Born to a father who was Navajo and a mother who was Navajo and Ute, Begay spoke both Indian languages but did not learn English until the BIA school in Ignacio, Colo., when he was 10.
After the BIA school, he enlisted in the Army and went to fight in the Korean War. When he came home in 1955, he returned to his mother's 30-acre farm with the intention of growing corn and raising children.
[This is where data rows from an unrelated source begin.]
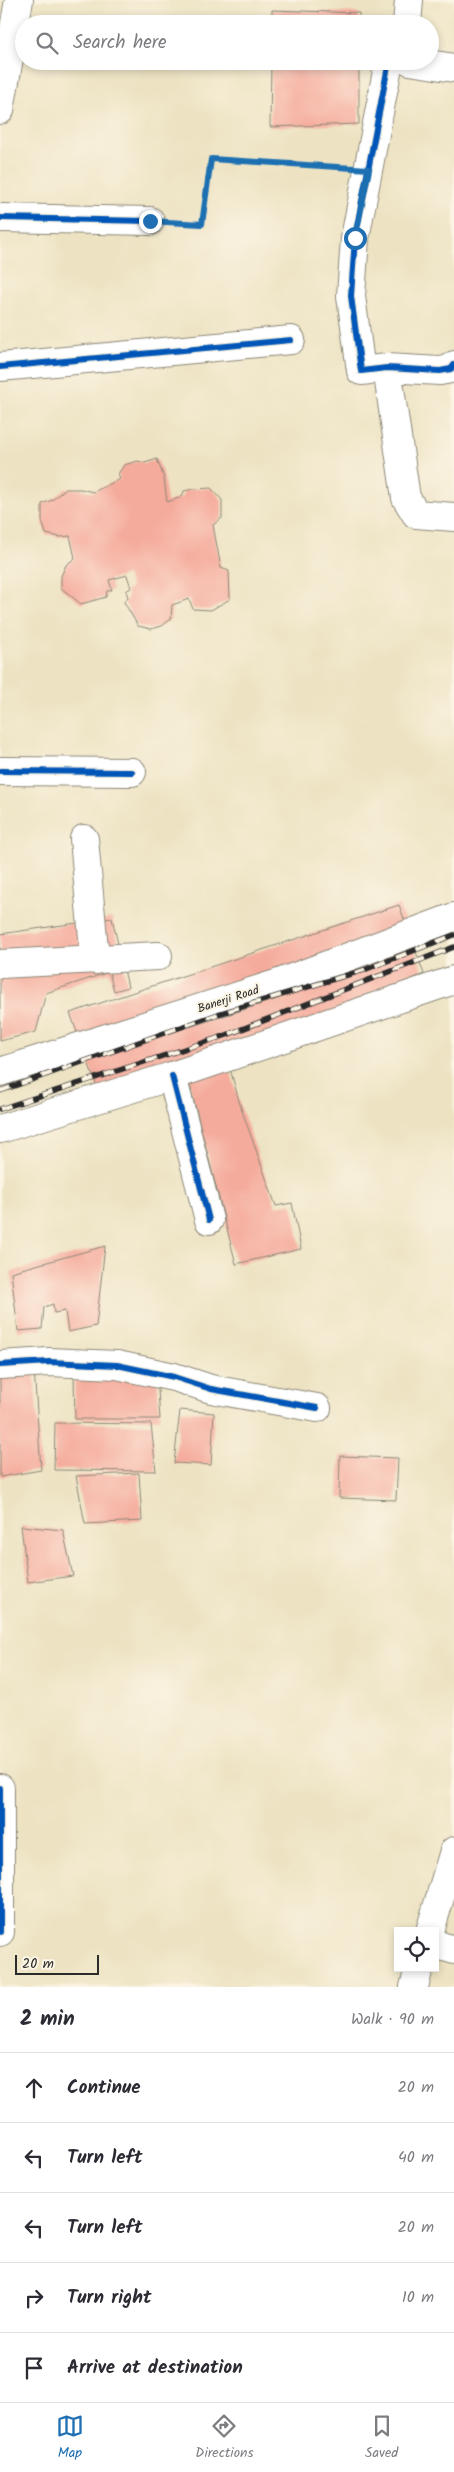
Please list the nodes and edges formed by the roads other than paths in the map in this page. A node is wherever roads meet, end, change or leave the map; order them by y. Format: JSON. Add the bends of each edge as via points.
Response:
{"nodes":[{"id":1,"x":19,"y":0,"type":"edge"},
{"id":2,"x":409,"y":0,"type":"edge"},
{"id":3,"x":16,"y":15,"type":"edge"},
{"id":4,"x":408,"y":15,"type":"edge"},
{"id":5,"x":15,"y":23,"type":"edge"},
{"id":6,"x":439,"y":66,"type":"edge"},
{"id":7,"x":454,"y":68,"type":"edge"},
{"id":8,"x":387,"y":70,"type":"edge"},
{"id":9,"x":0,"y":110,"type":"edge"},
{"id":10,"x":0,"y":218,"type":"edge"},
{"id":11,"x":150,"y":221,"type":"road end"},
{"id":12,"x":291,"y":340,"type":"dead end"},
{"id":13,"x":454,"y":365,"type":"edge"},
{"id":14,"x":0,"y":367,"type":"edge"},
{"id":15,"x":387,"y":368,"type":"junction"},
{"id":16,"x":454,"y":517,"type":"edge"},
{"id":17,"x":0,"y":771,"type":"edge"},
{"id":18,"x":132,"y":772,"type":"dead end"},
{"id":19,"x":84,"y":839,"type":"dead end"},
{"id":20,"x":454,"y":917,"type":"edge"},
{"id":21,"x":158,"y":956,"type":"dead end"},
{"id":22,"x":96,"y":960,"type":"junction"},
{"id":23,"x":0,"y":964,"type":"edge"},
{"id":24,"x":454,"y":980,"type":"edge"},
{"id":25,"x":0,"y":1072,"type":"edge"},
{"id":26,"x":172,"y":1076,"type":"junction"},
{"id":27,"x":0,"y":1129,"type":"edge"},
{"id":28,"x":209,"y":1220,"type":"dead end"},
{"id":29,"x":0,"y":1365,"type":"edge"},
{"id":30,"x":318,"y":1408,"type":"dead end"},
{"id":31,"x":0,"y":1788,"type":"edge"},
{"id":32,"x":454,"y":1851,"type":"edge"},
{"id":33,"x":431,"y":1927,"type":"edge"},
{"id":34,"x":0,"y":1932,"type":"edge"},
{"id":35,"x":439,"y":1945,"type":"edge"},
{"id":36,"x":454,"y":1950,"type":"edge"},
{"id":37,"x":418,"y":1972,"type":"edge"},
{"id":38,"x":414,"y":1987,"type":"edge"}],
"edges":[{"from":1,"to":3,"type":"street"},
{"from":2,"to":4,"type":"street"},
{"from":5,"to":9,"type":"street"},
{"from":6,"to":7,"type":"street"},
{"from":8,"to":15,"type":"street","via":[[355,238],[352,296],[360,371]]},
{"from":10,"to":11,"type":"street"},
{"from":12,"to":14,"type":"street"},
{"from":13,"to":15,"type":"street","via":[[440,371]]},
{"from":15,"to":16,"type":"street","via":[[406,498],[416,514]]},
{"from":17,"to":18,"type":"street"},
{"from":19,"to":22,"type":"street"},
{"from":20,"to":25,"type":"street","name":"Banerji Road","via":[[279,983]]},
{"from":21,"to":22,"type":"street"},
{"from":22,"to":23,"type":"street"},
{"from":24,"to":26,"type":"street"},
{"from":26,"to":27,"type":"street"},
{"from":26,"to":28,"type":"street"},
{"from":29,"to":30,"type":"street","via":[[49,1362],[118,1365],[211,1389]]},
{"from":31,"to":34,"type":"street"},
{"from":32,"to":33,"type":"street"},
{"from":35,"to":36,"type":"street"},
{"from":37,"to":38,"type":"street"}]}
The Navajo tribe had come into federal education money for veterans and was recruiting Navajos who might go to college. Begay was plucked from the Shiprock community and tribal officials decided he would study mechanical engineering. He hitchhiked to Albuquerque and enrolled in the University of New Mexico on the strength of his BIA farming certificate and a promise that he would go to high-school classes at night. English classes were troublesome for Begay, but he easily learned German, which is similar in structure to Navajo, and he quickly picked up science and math concepts. At the urging of professors, Begay changed his major to physics and graduated in 1961, still lacking a high-school diploma. Begay left UNM in 1971 with seven children, a pickup truck and a doctorate in nuclear physics. He headed for a job at Los Alamos.